Jun 2 2007 by Jason

What Are Standard Legal Fee Arrangments For Un-Funded Startups?

Q:  My question is “What is a reasonable compensation package for a startup lawyer/firm”?  I’m now starting a company in Seattle and have been talking with an attorney in Seattle.  After 2-3 meetings, we got around to his compensation proposal and I was a bit shocked. I thought it would be a reasonable equity piece (0.5 – 1.0%) in exchange for deferred/reduced compensation.

The proposal was:

* A max monthly fee ($4k/month, if expenses warranted, with excess carried to future months)

* 2.4% Equity, vesting monthly

He told me that both were negotiable, and that the 2.4% was usually for people where he’d need to make all of the funding introductions, and where the founders were less experienced. But, still, it makes it hard to negotiate.

If there’s a standard/reasonable level, I’d love to know what it is, to save time on this point and get to the important matters (quickly raising angel round, and building product/shipping gauging customer interest)

Thank you for any/all help,

A: (Jason).  This is shocking – I agree.  I took the liberty of checking in with a Senior Managing Partner at a major Silicon Valley firm (which presumably has higher costs of operations, not lower) and her was his response:


First, $4k max a month is hardly much of a deferral. That is a pretty high legal run rate for a non-VC backed (presumably Web 2.0 or 3.0) early stage company.

My package is usually the following:

If you are looking for VC money to get it started, don’t incorporate or incur any legal costs (hence no deferral needed) until you get a term sheet. Then, standard rates, no deferral.

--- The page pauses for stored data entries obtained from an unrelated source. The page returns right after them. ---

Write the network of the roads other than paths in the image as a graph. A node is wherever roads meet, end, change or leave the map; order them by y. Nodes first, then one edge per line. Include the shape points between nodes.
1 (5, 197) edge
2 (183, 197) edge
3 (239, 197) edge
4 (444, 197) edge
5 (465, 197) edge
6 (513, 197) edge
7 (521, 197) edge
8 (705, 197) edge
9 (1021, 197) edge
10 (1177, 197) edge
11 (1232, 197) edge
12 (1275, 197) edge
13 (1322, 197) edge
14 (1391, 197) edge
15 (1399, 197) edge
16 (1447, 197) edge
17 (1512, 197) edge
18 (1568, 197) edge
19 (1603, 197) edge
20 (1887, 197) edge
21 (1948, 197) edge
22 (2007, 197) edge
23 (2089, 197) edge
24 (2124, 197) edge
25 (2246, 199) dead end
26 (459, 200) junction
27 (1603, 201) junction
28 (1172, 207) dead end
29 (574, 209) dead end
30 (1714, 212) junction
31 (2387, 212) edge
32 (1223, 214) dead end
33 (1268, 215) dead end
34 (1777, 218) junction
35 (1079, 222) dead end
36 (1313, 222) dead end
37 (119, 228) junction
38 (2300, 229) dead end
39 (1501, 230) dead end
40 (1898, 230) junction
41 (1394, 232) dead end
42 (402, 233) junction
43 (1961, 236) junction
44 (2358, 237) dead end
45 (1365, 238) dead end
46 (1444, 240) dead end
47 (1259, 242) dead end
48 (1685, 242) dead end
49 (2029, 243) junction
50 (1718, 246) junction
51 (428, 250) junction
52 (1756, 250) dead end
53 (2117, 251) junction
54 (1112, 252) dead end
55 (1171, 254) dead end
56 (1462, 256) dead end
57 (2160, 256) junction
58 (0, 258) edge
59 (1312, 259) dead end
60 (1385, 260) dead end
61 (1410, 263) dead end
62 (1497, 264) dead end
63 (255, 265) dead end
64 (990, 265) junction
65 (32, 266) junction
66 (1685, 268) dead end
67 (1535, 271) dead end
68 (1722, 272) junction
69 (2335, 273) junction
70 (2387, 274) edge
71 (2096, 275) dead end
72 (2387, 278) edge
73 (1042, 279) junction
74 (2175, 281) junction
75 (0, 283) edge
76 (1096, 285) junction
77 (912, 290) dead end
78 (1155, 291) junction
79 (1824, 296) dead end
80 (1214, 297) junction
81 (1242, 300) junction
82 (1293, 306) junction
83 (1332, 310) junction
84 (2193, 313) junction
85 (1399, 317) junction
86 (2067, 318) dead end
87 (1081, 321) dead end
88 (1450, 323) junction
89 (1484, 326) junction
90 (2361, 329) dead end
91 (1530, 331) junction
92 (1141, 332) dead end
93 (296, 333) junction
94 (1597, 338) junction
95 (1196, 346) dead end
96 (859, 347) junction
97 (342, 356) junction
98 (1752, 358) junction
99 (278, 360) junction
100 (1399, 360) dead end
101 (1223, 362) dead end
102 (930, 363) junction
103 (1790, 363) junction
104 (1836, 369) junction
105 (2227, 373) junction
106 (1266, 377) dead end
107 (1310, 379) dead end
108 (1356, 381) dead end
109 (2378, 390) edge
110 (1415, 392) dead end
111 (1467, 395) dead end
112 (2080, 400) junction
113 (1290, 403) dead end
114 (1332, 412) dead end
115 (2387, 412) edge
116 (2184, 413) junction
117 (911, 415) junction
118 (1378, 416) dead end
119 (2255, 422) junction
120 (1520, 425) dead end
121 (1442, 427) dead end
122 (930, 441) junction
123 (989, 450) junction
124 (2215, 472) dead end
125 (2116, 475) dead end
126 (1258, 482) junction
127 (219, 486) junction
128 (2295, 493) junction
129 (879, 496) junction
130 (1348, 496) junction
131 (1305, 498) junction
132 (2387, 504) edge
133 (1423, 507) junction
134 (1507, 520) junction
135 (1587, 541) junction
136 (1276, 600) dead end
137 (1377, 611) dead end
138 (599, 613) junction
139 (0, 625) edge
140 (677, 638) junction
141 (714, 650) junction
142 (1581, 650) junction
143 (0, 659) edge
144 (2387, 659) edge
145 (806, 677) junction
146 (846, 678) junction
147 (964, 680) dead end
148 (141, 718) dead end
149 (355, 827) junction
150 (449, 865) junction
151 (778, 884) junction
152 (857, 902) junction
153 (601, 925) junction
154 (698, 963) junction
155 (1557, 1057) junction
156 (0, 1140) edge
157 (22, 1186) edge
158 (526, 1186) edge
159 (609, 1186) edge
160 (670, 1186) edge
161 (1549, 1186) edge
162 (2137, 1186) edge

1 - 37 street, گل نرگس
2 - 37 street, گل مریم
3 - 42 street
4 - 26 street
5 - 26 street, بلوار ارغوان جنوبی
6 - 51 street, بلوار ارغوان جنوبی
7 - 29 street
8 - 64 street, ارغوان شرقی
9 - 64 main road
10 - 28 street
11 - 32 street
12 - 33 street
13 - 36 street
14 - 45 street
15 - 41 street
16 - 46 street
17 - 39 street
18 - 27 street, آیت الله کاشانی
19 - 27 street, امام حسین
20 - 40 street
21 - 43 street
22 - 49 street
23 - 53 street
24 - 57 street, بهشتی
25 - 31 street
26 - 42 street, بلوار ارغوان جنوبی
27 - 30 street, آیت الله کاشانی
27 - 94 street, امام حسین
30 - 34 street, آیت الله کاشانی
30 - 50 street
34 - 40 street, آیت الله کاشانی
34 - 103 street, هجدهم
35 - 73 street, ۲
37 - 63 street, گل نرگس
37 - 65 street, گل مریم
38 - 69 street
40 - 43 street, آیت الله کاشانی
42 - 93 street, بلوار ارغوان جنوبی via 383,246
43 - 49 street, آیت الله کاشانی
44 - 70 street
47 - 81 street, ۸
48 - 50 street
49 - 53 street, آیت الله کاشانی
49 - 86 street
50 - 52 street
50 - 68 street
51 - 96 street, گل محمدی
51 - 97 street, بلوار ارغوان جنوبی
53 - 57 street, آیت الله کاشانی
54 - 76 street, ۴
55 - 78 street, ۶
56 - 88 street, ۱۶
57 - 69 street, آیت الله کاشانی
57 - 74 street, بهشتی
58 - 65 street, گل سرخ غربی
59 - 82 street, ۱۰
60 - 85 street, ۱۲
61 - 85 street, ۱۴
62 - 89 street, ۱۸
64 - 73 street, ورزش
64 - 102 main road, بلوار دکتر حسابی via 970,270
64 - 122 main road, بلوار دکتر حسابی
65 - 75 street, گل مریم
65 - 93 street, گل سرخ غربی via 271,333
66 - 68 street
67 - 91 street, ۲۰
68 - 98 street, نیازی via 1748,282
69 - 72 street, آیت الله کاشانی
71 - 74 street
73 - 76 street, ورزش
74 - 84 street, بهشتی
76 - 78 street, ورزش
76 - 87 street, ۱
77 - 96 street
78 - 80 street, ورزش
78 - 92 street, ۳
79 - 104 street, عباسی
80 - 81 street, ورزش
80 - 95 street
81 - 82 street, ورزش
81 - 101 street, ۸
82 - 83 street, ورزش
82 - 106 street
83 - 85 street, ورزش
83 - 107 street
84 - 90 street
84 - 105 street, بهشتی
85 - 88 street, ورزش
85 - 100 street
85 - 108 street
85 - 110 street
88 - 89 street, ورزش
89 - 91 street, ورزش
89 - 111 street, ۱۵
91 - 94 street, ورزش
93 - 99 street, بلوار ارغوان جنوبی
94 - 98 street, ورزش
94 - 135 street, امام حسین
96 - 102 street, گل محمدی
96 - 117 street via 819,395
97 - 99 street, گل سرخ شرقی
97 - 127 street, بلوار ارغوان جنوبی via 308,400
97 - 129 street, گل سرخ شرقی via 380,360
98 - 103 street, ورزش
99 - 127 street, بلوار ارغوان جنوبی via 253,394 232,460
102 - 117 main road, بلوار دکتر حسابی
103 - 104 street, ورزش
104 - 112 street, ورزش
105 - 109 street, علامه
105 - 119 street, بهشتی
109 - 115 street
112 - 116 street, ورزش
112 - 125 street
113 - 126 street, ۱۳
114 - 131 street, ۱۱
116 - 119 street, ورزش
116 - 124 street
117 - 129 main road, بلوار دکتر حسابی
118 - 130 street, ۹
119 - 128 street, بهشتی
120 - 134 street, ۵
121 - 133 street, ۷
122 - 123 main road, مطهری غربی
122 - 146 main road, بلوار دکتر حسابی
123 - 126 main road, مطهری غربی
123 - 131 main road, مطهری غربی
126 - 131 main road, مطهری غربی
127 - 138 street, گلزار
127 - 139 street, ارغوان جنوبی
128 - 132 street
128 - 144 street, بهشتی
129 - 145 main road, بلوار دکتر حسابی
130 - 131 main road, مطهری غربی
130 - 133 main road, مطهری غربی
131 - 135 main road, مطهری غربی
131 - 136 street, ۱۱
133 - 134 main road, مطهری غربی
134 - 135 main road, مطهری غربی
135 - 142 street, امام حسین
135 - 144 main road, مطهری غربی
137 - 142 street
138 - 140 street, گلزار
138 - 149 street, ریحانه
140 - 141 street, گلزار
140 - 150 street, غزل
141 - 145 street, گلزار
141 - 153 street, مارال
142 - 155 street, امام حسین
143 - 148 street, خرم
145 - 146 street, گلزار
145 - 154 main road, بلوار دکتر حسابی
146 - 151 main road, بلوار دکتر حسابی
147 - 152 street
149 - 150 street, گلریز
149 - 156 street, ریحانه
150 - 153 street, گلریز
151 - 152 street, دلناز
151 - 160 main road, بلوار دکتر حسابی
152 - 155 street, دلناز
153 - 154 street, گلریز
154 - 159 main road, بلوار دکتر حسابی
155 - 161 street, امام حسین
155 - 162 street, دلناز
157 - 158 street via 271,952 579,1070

Assuming you are self-funding/angel-backed for a while and are really tight on cash, and I think you are worth the risk:

1. Fixed fee for incorporation, founder issuance, all initial stuff $5k.

2. Actual costs, usually not more than $3-4, for the angel bridge note financing.

3. Deferral of up to a set amount, perhaps $15-20k, until the earlier of a VC financing, sale or some future date, usually 9-12 months out.

4. In exchange for the deferral, we get 0.30-1.00% of the fully-diluted equity, at founder price.

5. If we need to continue to defer after the set date arrives, agree in advance that they will give more equity 6. Also get right to invest alongside the VCs.

VC introductions, thoughts on the business plan are included, obviously.”

– So it looks like your lawyer is above market.  The person who sent me this note competes with all the other big named silicon valley firms and knows what the competition charges as well.